Armed forces personnel well understand that their jobs can be dangerous. However, as a High Court case showed, their submission to discipline does not make them any less entitled to compensation if they fall victim to others' negligence.
The case concerned a 20-year-old army chef who was killed during a kayak training exercise off the coast of Cyprus, where he was serving as part of the United Nations peacekeeping force. About 40 minutes into the trip, a storm suddenly blew in and giant waves slammed into the kayaks, pushing them towards cliffs.
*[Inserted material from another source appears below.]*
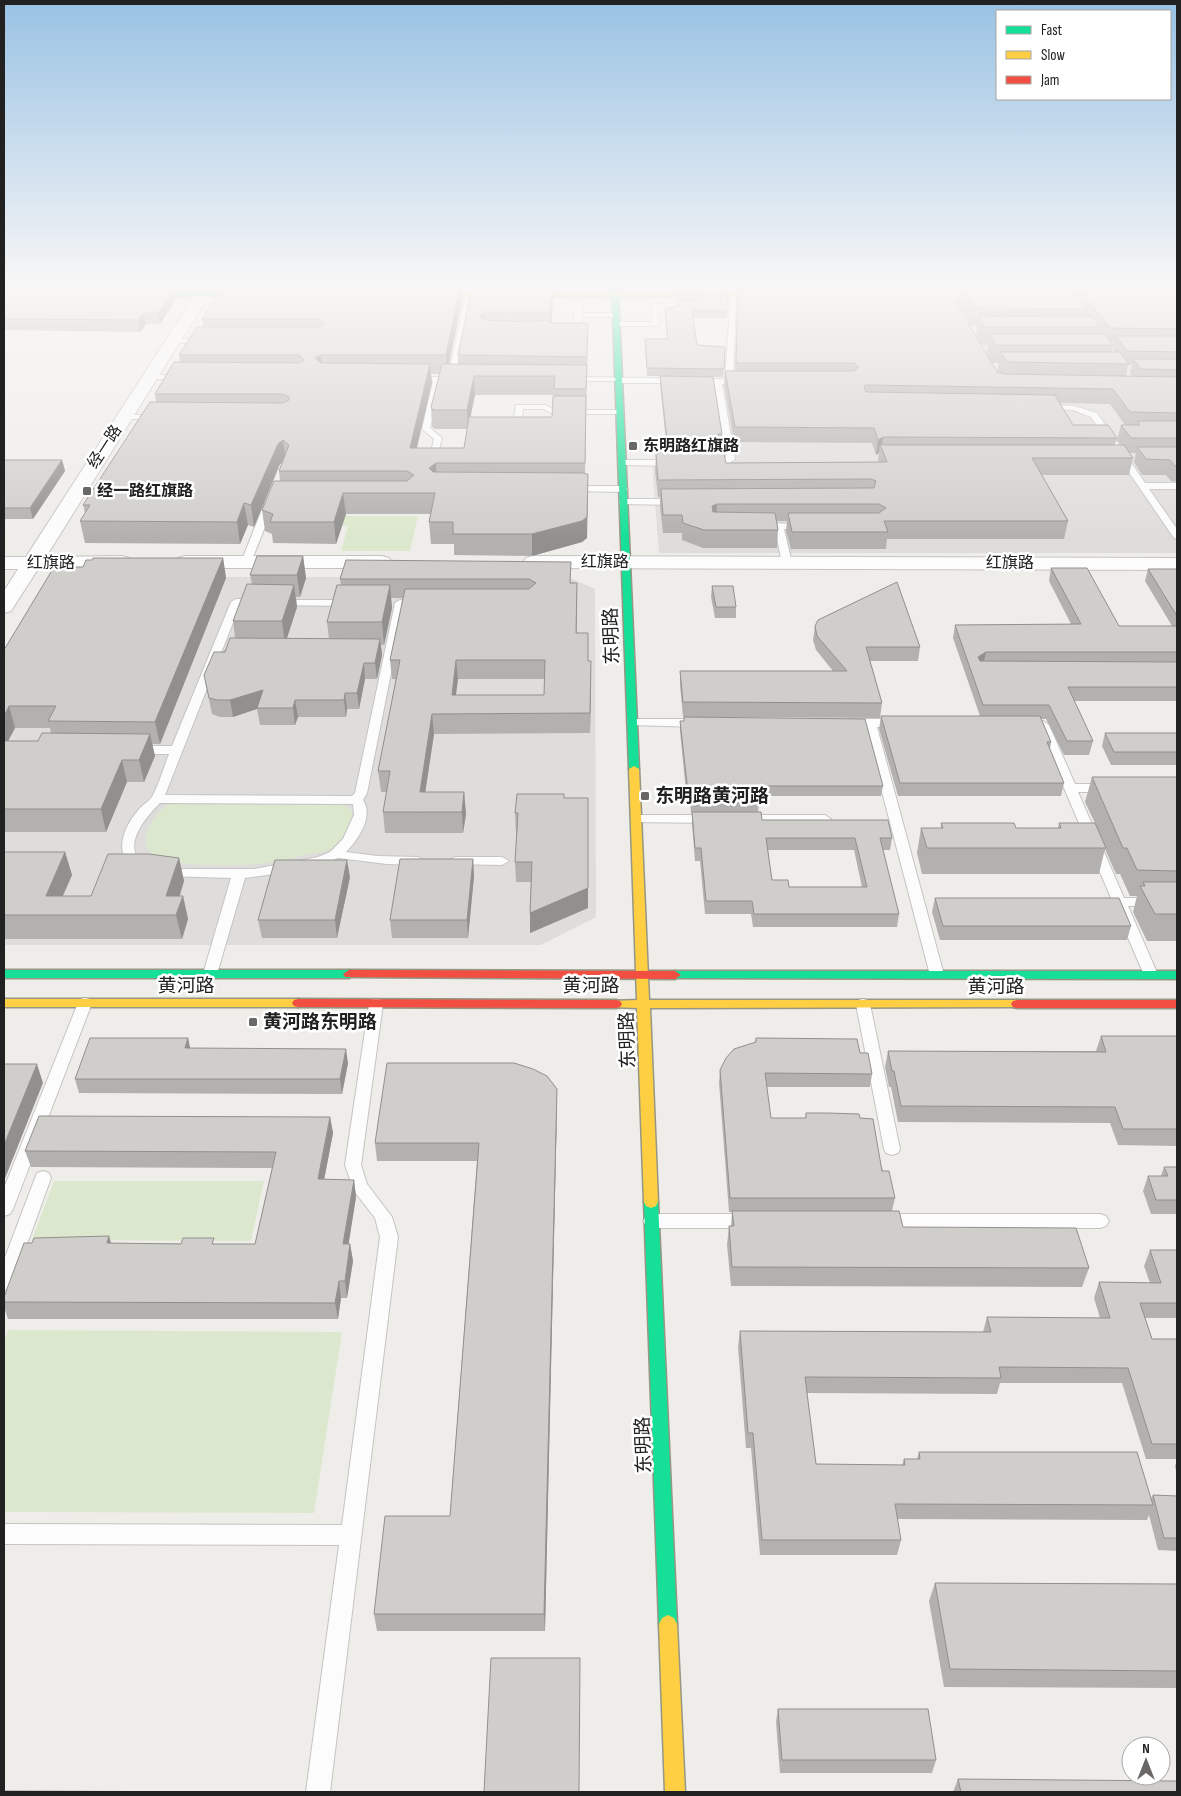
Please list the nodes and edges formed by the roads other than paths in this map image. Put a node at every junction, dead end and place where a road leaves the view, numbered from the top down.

He fell behind his colleagues and, after they made it to shore, they could see him desperately trying to communicate with them using hand signals. He was still alive, but exhausted, by the time Cypriot police arrived by boat and threw him a life ring. At that point, he was knocked unconscious by a huge wave. He had no pulse when pulled from the water and was later declared dead in hospital.
After his mother launched proceedings, the Ministry of Defence admitted liability for the accident and agreed to settle her claim for £535,000. About £5,000 of that sum was paid to his estate to cover his funeral expenses and in recognition of the extreme fear he would have suffered as the tragedy unfolded.
His mother received £35,762 of the total to reflect her loss of dependency upon him, but the vast majority of the damages – £493,927 – was paid to his learning-disabled younger brother, to whom he provided devoted care whilst on leave from his army service. The Court approved the settlement.